*** Given information ***
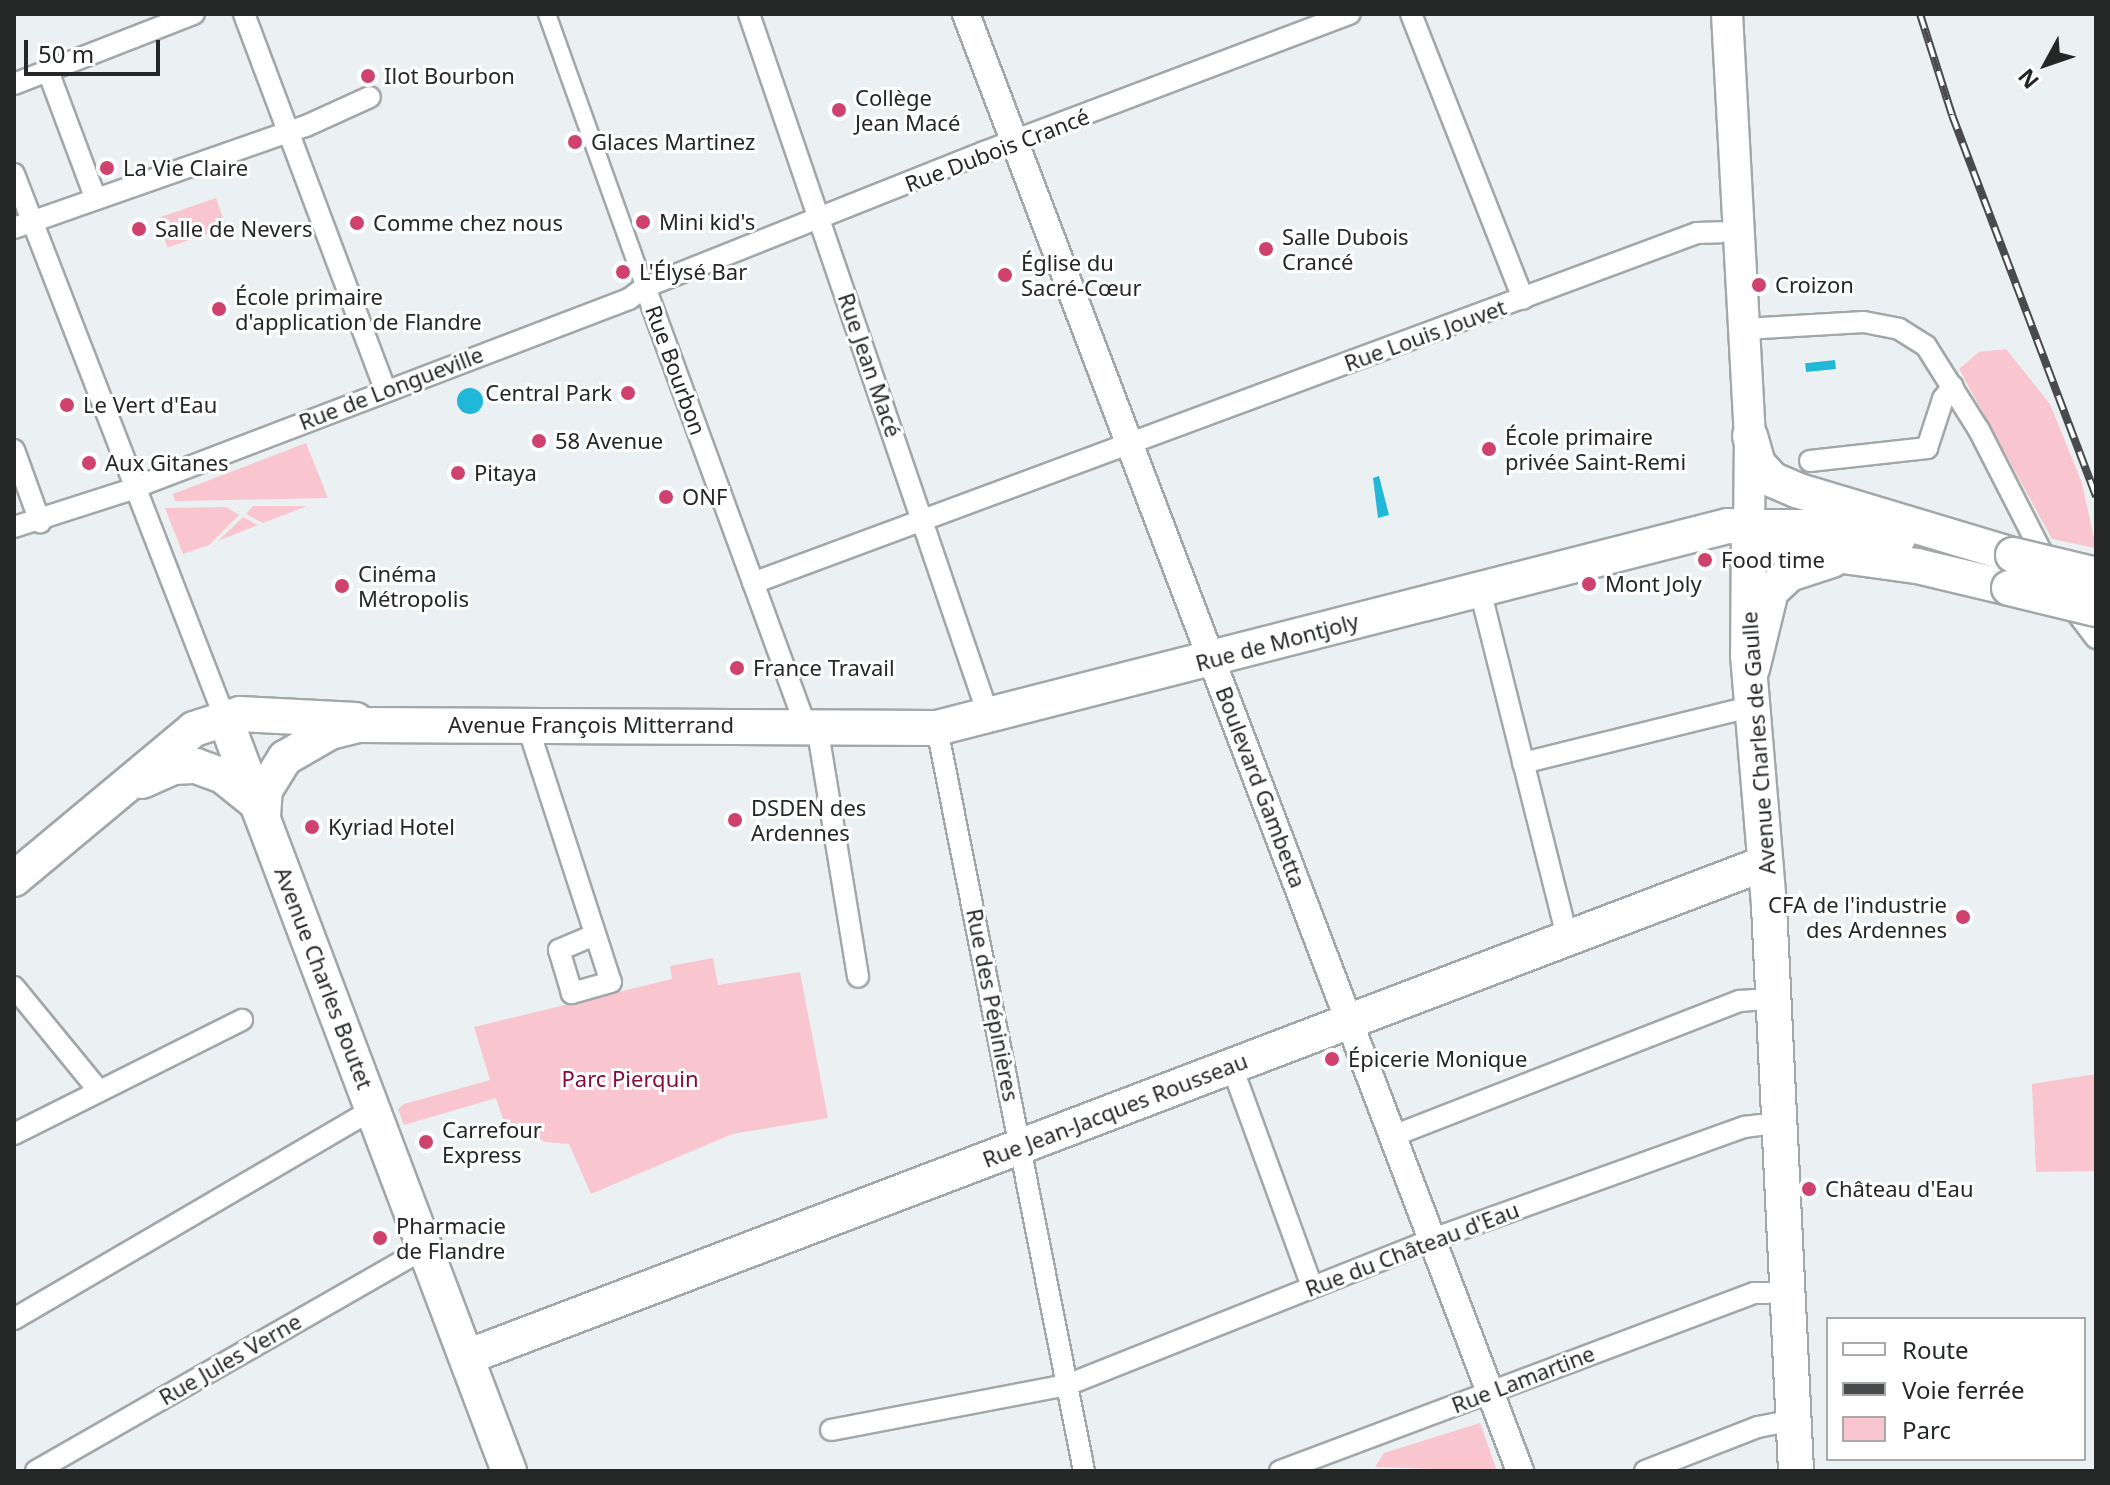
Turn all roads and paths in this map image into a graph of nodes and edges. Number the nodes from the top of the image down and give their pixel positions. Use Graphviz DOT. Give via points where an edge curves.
graph roads {
  1 [pos="194,14"];
  2 [pos="244,14"];
  3 [pos="547,14"];
  4 [pos="749,14"];
  5 [pos="966,14"];
  6 [pos="1350,14"];
  7 [pos="1411,14"];
  8 [pos="1713,14"];
  9 [pos="1727,14"];
  10 [pos="48,71"];
  11 [pos="14,84"];
  12 [pos="370,97"];
  13 [pos="290,130"];
  14 [pos="1015,141"];
  15 [pos="14,174"];
  16 [pos="95,197"];
  17 [pos="820,220"];
  18 [pos="23,224"];
  19 [pos="1721,232"];
  20 [pos="645,287"];
  21 [pos="1523,299"];
  22 [pos="1744,329"];
  23 [pos="1953,386"];
  24 [pos="385,389"];
  25 [pos="1750,436"];
  26 [pos="1130,443"];
  27 [pos="14,450"];
  28 [pos="1810,461"];
  29 [pos="135,487"];
  30 [pos="923,520"];
  31 [pos="40,522"];
  32 [pos="14,527"];
  33 [pos="1743,532"];
  34 [pos="1836,558"];
  35 [pos="2011,572"];
  36 [pos="2096,575"];
  37 [pos="753,583"];
  38 [pos="1480,590"];
  39 [pos="2096,609"];
  40 [pos="2096,638"];
  41 [pos="1212,658"];
  42 [pos="1752,669"];
  43 [pos="1745,708"];
  44 [pos="224,716"];
  45 [pos="989,717"];
  46 [pos="527,724"];
  47 [pos="376,725"];
  48 [pos="812,726"];
  49 [pos="937,728"];
  50 [pos="1523,763"];
  51 [pos="260,810"];
  52 [pos="90,817"];
  53 [pos="1756,867"];
  54 [pos="14,879"];
  55 [pos="595,935"];
  56 [pos="1567,937"];
  57 [pos="858,977"];
  58 [pos="14,987"];
  59 [pos="1756,1000"];
  60 [pos="1349,1019"];
  61 [pos="242,1020"];
  62 [pos="1231,1064"];
  63 [pos="99,1091"];
  64 [pos="373,1109"];
  65 [pos="1761,1125"];
  66 [pos="14,1134"];
  67 [pos="1393,1136"];
  68 [pos="1022,1147"];
  69 [pos="1433,1239"];
  70 [pos="426,1248"];
  71 [pos="1312,1286"];
  72 [pos="1768,1293"];
  73 [pos="14,1319"];
  74 [pos="467,1357"];
  75 [pos="1067,1385"];
  76 [pos="1490,1391"];
  77 [pos="1783,1421"];
  78 [pos="831,1430"];
  79 [pos="1338,1449"];
  80 [pos="69,1462"];
  81 [pos="36,1471"];
  82 [pos="509,1471"];
  83 [pos="1084,1471"];
  84 [pos="1280,1471"];
  85 [pos="1333,1471"];
  86 [pos="1520,1471"];
  87 [pos="1645,1471"];
  88 [pos="1776,1471"];
  89 [pos="1796,1471"];
  1 -- 10 [label="street"];
  2 -- 13 [label="street"];
  3 -- 20 [label="street, Rue Bourbon"];
  4 -- 17 [label="street, Rue Jean Macé"];
  5 -- 14 [label="street, Boulevard Gambetta"];
  6 -- 14 [label="street, Rue Dubois Crancé"];
  7 -- 21 [label="street"];
  8 -- 19 [label="main road, Avenue Charles de Gaulle"];
  9 -- 22 [label="main road, Avenue Charles de Gaulle"];
  10 -- 11 [label="street"];
  10 -- 16 [label="street"];
  12 -- 13 [label="street"];
  13 -- 16 [label="street"];
  13 -- 24 [label="street"];
  14 -- 17 [label="street, Rue Dubois Crancé"];
  14 -- 26 [label="street, Boulevard Gambetta"];
  15 -- 18 [label="street, Avenue Charles Boutet"];
  16 -- 18 [label="street"];
  17 -- 20 [label="street, Rue Dubois Crancé"];
  17 -- 30 [label="street, Rue Jean Macé"];
  18 -- 29 [label="street, Avenue Charles Boutet"];
  19 -- 21 [label="street, Rue Louis Jouvet" via="1697,233"];
  19 -- 33 [label="main road, Avenue Charles de Gaulle"];
  20 -- 24 [label="street, Rue de Longueville" via="629,299"];
  20 -- 37 [label="street, Rue Bourbon"];
  21 -- 26 [label="street, Rue Louis Jouvet"];
  22 -- 23 [label="street" via="1864,322 1899,329 1926,346"];
  22 -- 25 [label="main road, Avenue Charles de Gaulle"];
  23 -- 28 [label="street" via="1943,399 1927,448"];
  23 -- 40 [label="street" via="2063,594"];
  24 -- 29 [label="street, Rue de Longueville"];
  25 -- 33 [label="main road, Avenue Charles de Gaulle"];
  25 -- 35 [label="main road" via="1758,464 1787,486"];
  26 -- 30 [label="street, Rue Louis Jouvet"];
  26 -- 41 [label="street, Boulevard Gambetta"];
  27 -- 31 [label="street"];
  29 -- 31 [label="street, Rue de Longueville"];
  29 -- 44 [label="street, Avenue Charles Boutet"];
  30 -- 37 [label="street, Rue Louis Jouvet"];
  30 -- 45 [label="street, Rue Jean Macé"];
  31 -- 32 [label="street, Rue de Longueville"];
  33 -- 34 [label="main road"];
  33 -- 35 [label="main road" via="1825,527"];
  33 -- 38 [label="main road, Rue de Montjoly"];
  33 -- 42 [label="main road, Avenue Charles de Gaulle"];
  33 -- 43 [label="main road, Avenue Charles de Gaulle"];
  34 -- 35 [label="main road"];
  34 -- 42 [label="main road" via="1803,567 1771,591"];
  35 -- 36 [label="main road, bridge"];
  35 -- 39 [label="main road, bridge"];
  37 -- 48 [label="street, Rue Bourbon"];
  38 -- 41 [label="main road, Rue de Montjoly"];
  38 -- 50 [label="street"];
  41 -- 45 [label="main road, Rue de Montjoly"];
  41 -- 60 [label="street, Boulevard Gambetta"];
  42 -- 43 [label="main road, Avenue Charles de Gaulle"];
  43 -- 50 [label="street"];
  43 -- 53 [label="main road, Avenue Charles de Gaulle"];
  44 -- 47 [label="main road" via="287,714"];
  44 -- 51 [label="main road, Avenue Charles Boutet"];
  44 -- 52 [label="main road" via="194,729 158,755"];
  45 -- 49 [label="main road, Rue de Montjoly"];
  46 -- 47 [label="main road, Avenue François Mitterrand"];
  46 -- 48 [label="main road, Avenue François Mitterrand"];
  46 -- 55 [label="street"];
  47 -- 51 [label="main road" via="330,732 285,758 265,790"];
  48 -- 49 [label="main road, Rue de Montjoly"];
  48 -- 57 [label="street"];
  49 -- 68 [label="street, Rue des Pépinières"];
  50 -- 56 [label="street"];
  51 -- 52 [label="main road" via="223,776 196,766 148,777"];
  51 -- 64 [label="main road, Avenue Charles Boutet"];
  52 -- 54 [label="main road"];
  53 -- 56 [label="main road, Rue Jean-Jacques Rousseau"];
  53 -- 59 [label="main road, Avenue Charles de Gaulle"];
  53 -- 77 [label="main road, Avenue Charles de Gaulle"];
  56 -- 60 [label="main road, Rue Jean-Jacques Rousseau"];
  58 -- 63 [label="street"];
  59 -- 65 [label="main road, Avenue Charles de Gaulle"];
  59 -- 67 [label="street" via="1740,1001"];
  60 -- 62 [label="main road, Rue Jean-Jacques Rousseau"];
  60 -- 67 [label="street, Boulevard Gambetta"];
  61 -- 63 [label="street"];
  62 -- 68 [label="main road, Rue Jean-Jacques Rousseau"];
  62 -- 71 [label="street"];
  63 -- 66 [label="street"];
  64 -- 70 [label="main road, Avenue Charles Boutet"];
  64 -- 73 [label="street"];
  65 -- 69 [label="street, Rue du Château d'Eau"];
  65 -- 72 [label="main road, Avenue Charles de Gaulle"];
  67 -- 69 [label="street, Boulevard Gambetta"];
  68 -- 74 [label="main road, Rue Jean-Jacques Rousseau"];
  68 -- 75 [label="street, Rue des Pépinières"];
  69 -- 71 [label="street, Rue du Château d'Eau"];
  69 -- 76 [label="street, Boulevard Gambetta"];
  70 -- 74 [label="main road, Avenue Charles Boutet"];
  70 -- 80 [label="street, Rue Jules Verne"];
  71 -- 75 [label="street, Rue du Château d'Eau"];
  72 -- 76 [label="street, Rue Lamartine" via="1754,1293"];
  72 -- 77 [label="main road, Avenue Charles de Gaulle"];
  74 -- 82 [label="main road, Avenue Charles Boutet"];
  75 -- 78 [label="street, Rue du Château d'Eau"];
  75 -- 83 [label="street, Rue des Pépinières"];
  76 -- 79 [label="street, Rue Lamartine"];
  76 -- 86 [label="street, Boulevard Gambetta"];
  77 -- 87 [label="street"];
  77 -- 88 [label="main road, Avenue Charles de Gaulle"];
  77 -- 89 [label="main road, Avenue Charles de Gaulle"];
  79 -- 84 [label="street, Rue Lamartine"];
  79 -- 85 [label="street"];
  80 -- 81 [label="street, Rue Jules Verne"];
}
*** End of Given information ***
What you should do: Extract all lines from the data in which "graph" is found.

Written solution:
Turn all roads and paths in this map image into a graph of nodes and edges. Number the nodes from the top of the image down and give their pixel positions. Use Graphviz DOT. Give via points where an edge curves.
graph roads {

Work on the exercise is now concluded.